- Born: Hastings, New Zealand
- Occupation: Production designer
- Years active: 1983–present
- Spouse: Chris Hennah (17 March 1973 – present)

= Dan Hennah =

New Zealand production designer

Dan Hennah is a production designer from New Zealand who worked on The Lord of the Rings and The Hobbit films. He won an Oscar for The Lord of the Rings: The Return of the King.

==Personal life==
Dan Hennah has been married since 17 March 1973 to Chris Hennah.

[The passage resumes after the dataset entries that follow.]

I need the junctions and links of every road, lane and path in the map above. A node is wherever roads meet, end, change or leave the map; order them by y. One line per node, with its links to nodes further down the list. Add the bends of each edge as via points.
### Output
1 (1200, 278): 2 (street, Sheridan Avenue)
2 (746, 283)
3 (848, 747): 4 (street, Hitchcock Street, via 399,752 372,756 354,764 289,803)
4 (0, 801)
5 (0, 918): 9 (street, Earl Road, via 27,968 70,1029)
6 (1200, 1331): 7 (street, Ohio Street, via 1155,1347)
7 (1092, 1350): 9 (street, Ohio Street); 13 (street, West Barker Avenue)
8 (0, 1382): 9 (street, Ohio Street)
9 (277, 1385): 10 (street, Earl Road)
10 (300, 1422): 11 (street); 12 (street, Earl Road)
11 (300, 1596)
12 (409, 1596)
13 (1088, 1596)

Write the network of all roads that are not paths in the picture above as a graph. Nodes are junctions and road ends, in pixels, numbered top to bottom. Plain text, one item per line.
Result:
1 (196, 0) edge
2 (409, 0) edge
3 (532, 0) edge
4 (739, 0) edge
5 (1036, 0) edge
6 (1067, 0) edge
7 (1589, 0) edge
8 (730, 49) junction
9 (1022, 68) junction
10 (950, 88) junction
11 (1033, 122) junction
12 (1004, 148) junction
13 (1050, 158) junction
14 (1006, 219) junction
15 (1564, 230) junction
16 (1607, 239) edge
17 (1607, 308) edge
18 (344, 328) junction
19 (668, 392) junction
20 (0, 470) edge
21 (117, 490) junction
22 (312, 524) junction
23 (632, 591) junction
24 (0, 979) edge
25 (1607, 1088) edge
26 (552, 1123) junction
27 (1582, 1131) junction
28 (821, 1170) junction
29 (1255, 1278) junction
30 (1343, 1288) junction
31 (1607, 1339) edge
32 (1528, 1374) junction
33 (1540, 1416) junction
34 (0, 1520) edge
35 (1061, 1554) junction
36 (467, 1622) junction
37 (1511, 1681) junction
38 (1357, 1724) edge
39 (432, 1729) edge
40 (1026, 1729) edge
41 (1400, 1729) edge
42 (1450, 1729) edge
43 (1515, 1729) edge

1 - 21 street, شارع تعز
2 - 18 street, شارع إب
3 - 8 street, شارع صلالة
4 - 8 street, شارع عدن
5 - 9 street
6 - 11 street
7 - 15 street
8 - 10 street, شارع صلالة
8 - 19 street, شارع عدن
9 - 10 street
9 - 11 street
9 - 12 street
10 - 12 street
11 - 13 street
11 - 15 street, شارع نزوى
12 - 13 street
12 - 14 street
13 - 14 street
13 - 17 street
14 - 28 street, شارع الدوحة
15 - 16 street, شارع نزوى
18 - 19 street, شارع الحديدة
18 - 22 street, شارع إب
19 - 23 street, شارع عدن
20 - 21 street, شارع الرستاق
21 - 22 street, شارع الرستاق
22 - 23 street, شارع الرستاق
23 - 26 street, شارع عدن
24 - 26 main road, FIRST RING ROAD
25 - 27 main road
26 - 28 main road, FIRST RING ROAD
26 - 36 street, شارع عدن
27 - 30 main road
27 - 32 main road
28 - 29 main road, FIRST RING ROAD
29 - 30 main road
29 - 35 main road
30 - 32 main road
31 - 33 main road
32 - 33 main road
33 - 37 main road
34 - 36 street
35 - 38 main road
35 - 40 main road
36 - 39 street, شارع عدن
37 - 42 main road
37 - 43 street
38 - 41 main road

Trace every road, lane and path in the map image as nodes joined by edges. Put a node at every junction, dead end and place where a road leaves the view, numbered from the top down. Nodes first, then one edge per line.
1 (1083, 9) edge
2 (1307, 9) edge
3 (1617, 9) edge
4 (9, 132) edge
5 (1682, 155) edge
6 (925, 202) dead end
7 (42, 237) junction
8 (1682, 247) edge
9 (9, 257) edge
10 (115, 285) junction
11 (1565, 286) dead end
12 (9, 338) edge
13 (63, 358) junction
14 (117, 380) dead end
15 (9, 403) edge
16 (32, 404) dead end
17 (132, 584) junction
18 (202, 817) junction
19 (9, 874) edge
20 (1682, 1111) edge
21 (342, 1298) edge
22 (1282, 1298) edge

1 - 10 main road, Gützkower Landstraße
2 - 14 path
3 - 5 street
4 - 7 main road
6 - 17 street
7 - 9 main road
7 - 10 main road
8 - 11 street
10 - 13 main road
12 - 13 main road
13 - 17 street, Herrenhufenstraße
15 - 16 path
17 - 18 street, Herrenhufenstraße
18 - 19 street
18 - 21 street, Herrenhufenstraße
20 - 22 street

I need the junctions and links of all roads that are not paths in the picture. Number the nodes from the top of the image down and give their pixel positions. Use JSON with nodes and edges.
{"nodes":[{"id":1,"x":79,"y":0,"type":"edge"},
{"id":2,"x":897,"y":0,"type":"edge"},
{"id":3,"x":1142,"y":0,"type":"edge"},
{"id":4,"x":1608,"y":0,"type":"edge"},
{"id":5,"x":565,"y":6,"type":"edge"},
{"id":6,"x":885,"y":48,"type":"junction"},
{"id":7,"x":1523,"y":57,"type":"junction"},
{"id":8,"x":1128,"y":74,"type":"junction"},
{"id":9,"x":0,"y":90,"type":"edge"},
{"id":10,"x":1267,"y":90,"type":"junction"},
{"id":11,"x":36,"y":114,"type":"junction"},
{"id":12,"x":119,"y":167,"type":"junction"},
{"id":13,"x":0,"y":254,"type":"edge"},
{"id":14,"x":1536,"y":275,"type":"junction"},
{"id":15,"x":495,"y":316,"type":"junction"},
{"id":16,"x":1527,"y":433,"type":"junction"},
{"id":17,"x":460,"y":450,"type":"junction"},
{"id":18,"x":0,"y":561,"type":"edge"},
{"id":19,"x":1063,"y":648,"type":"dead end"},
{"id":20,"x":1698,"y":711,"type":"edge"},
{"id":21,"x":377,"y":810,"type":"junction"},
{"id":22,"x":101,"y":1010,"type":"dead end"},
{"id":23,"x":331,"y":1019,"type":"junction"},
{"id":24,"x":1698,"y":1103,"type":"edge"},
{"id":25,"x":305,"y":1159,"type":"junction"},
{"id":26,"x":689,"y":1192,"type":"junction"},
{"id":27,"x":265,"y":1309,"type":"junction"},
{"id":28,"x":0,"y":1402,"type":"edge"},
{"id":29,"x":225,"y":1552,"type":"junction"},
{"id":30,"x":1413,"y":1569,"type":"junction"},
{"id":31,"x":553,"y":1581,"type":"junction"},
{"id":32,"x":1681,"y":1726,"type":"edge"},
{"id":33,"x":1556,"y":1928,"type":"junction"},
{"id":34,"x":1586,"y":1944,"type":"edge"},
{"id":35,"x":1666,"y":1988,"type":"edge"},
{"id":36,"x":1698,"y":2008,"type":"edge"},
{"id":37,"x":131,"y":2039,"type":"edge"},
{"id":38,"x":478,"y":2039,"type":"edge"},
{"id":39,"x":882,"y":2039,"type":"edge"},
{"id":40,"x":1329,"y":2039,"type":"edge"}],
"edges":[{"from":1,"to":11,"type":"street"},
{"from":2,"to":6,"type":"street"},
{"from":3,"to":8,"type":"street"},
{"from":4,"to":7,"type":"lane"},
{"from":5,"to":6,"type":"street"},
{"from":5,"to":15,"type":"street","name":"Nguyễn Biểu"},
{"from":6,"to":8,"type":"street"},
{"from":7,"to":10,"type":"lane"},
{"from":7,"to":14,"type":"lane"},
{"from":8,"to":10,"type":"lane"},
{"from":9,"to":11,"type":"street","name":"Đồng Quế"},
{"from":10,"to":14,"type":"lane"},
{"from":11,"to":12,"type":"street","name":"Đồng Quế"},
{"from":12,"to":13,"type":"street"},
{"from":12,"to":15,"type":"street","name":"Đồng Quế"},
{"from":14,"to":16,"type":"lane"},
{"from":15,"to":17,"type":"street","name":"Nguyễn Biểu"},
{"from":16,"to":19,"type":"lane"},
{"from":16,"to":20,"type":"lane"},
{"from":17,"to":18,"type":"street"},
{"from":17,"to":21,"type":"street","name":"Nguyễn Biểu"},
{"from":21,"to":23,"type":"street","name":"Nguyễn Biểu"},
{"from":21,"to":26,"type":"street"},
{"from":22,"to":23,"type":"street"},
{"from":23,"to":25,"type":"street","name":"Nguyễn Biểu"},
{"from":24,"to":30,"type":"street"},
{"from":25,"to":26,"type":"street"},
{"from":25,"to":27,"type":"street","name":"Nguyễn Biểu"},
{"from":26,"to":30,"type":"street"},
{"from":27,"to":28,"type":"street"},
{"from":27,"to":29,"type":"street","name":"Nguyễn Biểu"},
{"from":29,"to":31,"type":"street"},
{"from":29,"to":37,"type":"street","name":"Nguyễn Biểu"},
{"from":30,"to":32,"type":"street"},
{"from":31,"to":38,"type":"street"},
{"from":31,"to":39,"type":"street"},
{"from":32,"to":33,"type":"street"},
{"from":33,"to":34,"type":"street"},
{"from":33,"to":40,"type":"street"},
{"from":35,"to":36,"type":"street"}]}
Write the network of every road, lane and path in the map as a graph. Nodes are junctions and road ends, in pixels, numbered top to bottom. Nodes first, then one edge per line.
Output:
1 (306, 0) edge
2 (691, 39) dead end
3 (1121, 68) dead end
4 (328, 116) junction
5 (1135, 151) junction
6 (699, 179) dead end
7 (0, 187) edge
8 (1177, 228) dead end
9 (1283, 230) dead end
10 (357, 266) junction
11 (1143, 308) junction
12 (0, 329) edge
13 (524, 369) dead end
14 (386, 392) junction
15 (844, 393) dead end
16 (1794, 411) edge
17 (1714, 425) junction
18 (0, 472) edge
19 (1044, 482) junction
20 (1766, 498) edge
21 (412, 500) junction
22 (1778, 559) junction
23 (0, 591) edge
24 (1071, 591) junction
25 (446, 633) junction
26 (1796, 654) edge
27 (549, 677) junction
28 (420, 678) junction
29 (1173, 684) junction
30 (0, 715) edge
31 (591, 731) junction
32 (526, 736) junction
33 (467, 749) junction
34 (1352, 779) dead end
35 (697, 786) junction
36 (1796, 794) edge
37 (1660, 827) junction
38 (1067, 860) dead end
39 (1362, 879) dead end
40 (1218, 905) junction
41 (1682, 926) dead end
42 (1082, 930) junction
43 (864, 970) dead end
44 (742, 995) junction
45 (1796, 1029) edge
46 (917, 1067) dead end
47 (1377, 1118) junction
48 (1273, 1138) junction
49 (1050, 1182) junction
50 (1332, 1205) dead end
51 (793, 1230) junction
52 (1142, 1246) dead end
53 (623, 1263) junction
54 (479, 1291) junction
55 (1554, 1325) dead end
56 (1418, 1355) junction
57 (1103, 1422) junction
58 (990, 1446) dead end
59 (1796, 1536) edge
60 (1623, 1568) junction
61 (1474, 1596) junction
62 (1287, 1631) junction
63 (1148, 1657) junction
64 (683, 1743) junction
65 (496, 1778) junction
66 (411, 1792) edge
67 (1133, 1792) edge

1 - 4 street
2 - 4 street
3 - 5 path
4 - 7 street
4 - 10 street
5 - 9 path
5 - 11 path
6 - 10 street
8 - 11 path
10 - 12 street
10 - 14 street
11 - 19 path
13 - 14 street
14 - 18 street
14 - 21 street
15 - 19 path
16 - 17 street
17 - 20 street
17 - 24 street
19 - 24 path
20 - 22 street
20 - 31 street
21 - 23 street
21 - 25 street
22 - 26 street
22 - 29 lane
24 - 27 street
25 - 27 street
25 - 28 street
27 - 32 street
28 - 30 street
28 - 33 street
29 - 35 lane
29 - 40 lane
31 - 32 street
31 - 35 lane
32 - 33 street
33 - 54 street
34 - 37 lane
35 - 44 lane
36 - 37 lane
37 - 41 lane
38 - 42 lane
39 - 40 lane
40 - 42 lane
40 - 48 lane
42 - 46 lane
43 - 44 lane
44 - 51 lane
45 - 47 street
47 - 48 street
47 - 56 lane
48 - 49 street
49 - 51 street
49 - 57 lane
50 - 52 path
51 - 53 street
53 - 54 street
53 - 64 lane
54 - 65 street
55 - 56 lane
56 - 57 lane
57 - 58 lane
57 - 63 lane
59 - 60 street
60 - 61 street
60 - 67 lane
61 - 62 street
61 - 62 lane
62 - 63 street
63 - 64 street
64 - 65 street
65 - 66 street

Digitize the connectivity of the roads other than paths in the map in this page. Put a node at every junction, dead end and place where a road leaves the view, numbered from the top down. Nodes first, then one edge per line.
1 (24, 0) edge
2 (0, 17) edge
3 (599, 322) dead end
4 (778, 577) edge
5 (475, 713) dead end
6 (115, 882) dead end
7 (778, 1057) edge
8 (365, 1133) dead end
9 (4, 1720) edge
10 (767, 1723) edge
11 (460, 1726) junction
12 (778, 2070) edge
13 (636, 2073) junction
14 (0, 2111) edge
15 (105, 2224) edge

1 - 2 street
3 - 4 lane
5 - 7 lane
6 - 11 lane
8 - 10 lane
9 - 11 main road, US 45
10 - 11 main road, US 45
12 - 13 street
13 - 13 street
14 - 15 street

His wife also worked on the Lord of the Rings and Hobbit films as an art department manager.

== Filmography ==
- 1983: Nate and Hayes
- 1987: White Water Summer
- 1992 Cumulus 9
- 1999: The Tribe
- 2001: The Lord of the Rings: The Fellowship of the Ring
- 2002: The Lord of the Rings: The Two Towers
- 2003: The Lord of the Rings: The Return of the King
- 2005: King Kong
- 2007: The Water Horse: Legend of the Deep
- 2009: Underworld: Rise of the Lycans
- 2010: The Warrior's Way
- 2012: The Hobbit: An Unexpected Journey
- 2013: The Hobbit: The Desolation of Smaug
- 2014: The Hobbit: The Battle of the Five Armies
- 2016: Ice Fantasy
- 2016: Alice Through the Looking Glass
- 2017: Thor: Ragnarok
- 2018: Mortal Engines
- 2019: Dora and the Lost City of Gold
- 2020: Love and Monsters
- 2022: Disenchanted
- 2023: Percy Jackson and the Olympians

==Oscar nominations==
All of these are in Best Art Direction.

- 2001 Academy Awards-Nominated for The Lord of the Rings: The Fellowship of the Ring. Nomination shared with Grant Major. Lost to Moulin Rouge!.
- 2002 Academy Awards-Nominated for The Lord of the Rings: The Two Towers. Nomination shared with Grant Major and Alan Lee. Lost to Chicago.
- 2003 Academy Awards-The Lord of the Rings: The Return of the King. Award shared with Grant Major and Alan Lee. Won.
- 2005 Academy Awards-Nominated for King Kong. Nomination shared with Grant Major and Simon Bright. Lost to Memoirs of a Geisha.
- 2012 Academy Awards-Nominated for The Hobbit: An Unexpected Journey. Nomination shared with Simon Bright and Ra Vincent. Lost to Lincoln.